Exercise aim:
The string "Batı" may appear on lines of the entries below; report how many such lines there are, and only that.

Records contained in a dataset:

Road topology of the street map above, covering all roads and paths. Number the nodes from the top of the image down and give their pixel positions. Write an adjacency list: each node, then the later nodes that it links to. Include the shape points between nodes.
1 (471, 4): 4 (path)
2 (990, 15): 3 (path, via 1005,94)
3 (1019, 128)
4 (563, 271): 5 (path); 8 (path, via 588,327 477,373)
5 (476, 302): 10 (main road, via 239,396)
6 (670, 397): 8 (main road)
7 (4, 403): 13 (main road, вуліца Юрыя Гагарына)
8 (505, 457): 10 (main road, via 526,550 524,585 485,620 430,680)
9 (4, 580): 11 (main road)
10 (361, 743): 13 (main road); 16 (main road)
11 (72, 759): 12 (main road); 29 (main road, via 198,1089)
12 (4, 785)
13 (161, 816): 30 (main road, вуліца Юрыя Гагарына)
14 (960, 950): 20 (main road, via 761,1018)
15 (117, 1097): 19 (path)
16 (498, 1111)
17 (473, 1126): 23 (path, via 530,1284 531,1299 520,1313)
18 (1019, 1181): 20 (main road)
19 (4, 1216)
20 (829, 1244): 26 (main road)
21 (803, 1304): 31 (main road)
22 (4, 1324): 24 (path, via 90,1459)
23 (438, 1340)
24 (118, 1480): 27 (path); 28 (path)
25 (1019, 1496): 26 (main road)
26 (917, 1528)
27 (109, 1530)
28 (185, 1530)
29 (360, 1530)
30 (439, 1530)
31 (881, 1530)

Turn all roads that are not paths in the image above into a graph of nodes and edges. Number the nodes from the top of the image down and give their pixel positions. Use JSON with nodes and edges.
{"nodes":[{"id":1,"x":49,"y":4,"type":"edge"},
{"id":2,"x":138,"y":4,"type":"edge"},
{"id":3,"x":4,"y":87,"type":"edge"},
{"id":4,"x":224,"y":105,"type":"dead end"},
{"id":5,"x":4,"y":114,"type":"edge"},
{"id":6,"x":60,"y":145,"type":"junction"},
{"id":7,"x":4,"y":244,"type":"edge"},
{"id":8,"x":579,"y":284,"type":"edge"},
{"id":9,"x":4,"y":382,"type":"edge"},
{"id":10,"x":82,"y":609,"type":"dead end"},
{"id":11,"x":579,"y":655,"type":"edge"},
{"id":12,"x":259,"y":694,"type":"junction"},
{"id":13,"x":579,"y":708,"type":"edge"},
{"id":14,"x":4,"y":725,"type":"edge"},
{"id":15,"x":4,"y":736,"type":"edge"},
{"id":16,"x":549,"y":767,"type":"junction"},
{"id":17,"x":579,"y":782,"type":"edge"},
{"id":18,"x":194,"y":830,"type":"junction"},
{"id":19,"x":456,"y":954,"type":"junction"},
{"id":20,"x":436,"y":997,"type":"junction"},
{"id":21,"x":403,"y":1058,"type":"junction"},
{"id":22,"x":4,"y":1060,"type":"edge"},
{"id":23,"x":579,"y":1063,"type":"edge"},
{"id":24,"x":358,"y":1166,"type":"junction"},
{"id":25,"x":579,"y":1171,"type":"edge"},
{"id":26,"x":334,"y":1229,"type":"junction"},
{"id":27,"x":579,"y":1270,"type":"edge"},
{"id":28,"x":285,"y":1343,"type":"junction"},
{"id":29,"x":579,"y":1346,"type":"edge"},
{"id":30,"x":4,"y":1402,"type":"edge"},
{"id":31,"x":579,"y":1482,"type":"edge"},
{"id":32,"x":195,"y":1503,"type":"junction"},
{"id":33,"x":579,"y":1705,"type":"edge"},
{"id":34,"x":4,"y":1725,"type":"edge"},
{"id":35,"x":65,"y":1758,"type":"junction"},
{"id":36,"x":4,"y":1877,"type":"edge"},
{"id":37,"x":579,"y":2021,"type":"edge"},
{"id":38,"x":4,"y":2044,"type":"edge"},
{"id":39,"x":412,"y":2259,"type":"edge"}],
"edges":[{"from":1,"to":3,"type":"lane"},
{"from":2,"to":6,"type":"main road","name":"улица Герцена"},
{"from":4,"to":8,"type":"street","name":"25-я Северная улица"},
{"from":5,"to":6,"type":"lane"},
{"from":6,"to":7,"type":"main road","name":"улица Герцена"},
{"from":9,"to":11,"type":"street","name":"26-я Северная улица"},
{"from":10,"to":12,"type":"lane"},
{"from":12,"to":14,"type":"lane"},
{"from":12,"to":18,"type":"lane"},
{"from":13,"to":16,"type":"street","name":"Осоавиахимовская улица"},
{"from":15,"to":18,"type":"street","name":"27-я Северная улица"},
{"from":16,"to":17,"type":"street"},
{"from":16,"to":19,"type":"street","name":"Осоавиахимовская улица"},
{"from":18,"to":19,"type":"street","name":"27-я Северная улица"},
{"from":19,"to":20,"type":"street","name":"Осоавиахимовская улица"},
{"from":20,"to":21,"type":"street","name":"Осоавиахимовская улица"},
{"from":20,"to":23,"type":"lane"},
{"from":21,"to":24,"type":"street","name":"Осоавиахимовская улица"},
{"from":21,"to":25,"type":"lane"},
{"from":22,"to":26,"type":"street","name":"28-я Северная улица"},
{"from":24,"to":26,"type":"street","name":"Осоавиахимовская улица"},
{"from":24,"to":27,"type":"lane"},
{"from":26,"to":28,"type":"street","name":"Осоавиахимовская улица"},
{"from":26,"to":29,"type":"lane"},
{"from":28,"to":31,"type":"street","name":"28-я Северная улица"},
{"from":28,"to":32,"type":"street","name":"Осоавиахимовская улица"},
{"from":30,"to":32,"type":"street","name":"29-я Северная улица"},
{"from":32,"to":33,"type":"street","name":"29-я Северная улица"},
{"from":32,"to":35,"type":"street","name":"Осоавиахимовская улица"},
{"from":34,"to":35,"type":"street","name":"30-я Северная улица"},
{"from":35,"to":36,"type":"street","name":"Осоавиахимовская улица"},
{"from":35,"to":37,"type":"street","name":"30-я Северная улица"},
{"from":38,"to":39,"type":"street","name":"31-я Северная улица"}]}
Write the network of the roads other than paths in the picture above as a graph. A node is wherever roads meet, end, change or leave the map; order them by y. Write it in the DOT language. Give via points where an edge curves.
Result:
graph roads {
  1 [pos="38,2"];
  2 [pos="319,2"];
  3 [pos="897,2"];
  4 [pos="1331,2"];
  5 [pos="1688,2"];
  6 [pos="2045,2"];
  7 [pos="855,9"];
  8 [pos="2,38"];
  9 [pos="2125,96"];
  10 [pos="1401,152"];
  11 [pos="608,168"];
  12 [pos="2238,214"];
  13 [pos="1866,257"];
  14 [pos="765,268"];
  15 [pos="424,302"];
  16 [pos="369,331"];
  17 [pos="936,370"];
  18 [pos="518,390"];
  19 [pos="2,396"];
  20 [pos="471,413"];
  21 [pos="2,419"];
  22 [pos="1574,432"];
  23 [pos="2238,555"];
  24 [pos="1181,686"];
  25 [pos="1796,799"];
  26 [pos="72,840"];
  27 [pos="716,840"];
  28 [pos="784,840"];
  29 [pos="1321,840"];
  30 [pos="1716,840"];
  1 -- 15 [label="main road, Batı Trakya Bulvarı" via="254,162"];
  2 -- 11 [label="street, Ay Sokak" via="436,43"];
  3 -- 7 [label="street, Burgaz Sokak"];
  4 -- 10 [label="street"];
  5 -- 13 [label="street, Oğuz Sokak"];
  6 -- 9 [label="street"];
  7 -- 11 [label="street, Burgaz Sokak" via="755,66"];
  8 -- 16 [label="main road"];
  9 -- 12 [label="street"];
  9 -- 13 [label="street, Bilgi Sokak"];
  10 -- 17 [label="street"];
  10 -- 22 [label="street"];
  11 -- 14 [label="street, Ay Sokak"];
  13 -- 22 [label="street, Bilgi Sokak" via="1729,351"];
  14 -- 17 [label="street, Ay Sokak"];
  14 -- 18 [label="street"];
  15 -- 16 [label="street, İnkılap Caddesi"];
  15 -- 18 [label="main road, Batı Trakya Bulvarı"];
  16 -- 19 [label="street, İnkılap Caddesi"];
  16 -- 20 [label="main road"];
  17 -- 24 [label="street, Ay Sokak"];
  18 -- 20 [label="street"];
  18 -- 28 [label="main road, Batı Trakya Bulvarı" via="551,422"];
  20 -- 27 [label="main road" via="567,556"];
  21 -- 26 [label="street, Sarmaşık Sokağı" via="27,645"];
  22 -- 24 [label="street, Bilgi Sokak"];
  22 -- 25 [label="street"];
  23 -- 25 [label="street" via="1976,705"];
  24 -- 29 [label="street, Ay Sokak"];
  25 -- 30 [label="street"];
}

Answer box:
3